> **DIRECTIONS**
A complete and exact copy of the entries below is the expected result.

============

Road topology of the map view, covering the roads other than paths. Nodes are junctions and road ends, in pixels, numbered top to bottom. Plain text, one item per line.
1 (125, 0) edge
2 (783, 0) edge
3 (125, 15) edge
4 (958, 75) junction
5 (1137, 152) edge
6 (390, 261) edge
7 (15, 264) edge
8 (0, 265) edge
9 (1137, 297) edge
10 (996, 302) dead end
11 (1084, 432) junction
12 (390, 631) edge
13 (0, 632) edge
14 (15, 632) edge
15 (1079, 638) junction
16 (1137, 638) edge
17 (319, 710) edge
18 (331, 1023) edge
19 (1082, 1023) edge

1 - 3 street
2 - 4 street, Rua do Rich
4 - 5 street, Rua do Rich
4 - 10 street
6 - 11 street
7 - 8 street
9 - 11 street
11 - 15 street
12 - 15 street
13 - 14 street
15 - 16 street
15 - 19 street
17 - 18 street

============

> **OUTPUT BELOW**
Road topology of the map view, covering the roads other than paths. Nodes are junctions and road ends, in pixels, numbered top to bottom. Plain text, one item per line.
1 (125, 0) edge
2 (783, 0) edge
3 (125, 15) edge
4 (958, 75) junction
5 (1137, 152) edge
6 (390, 261) edge
7 (15, 264) edge
8 (0, 265) edge
9 (1137, 297) edge
10 (996, 302) dead end
11 (1084, 432) junction
12 (390, 631) edge
13 (0, 632) edge
14 (15, 632) edge
15 (1079, 638) junction
16 (1137, 638) edge
17 (319, 710) edge
18 (331, 1023) edge
19 (1082, 1023) edge

1 - 3 street
2 - 4 street, Rua do Rich
4 - 5 street, Rua do Rich
4 - 10 street
6 - 11 street
7 - 8 street
9 - 11 street
11 - 15 street
12 - 15 street
13 - 14 street
15 - 16 street
15 - 19 street
17 - 18 street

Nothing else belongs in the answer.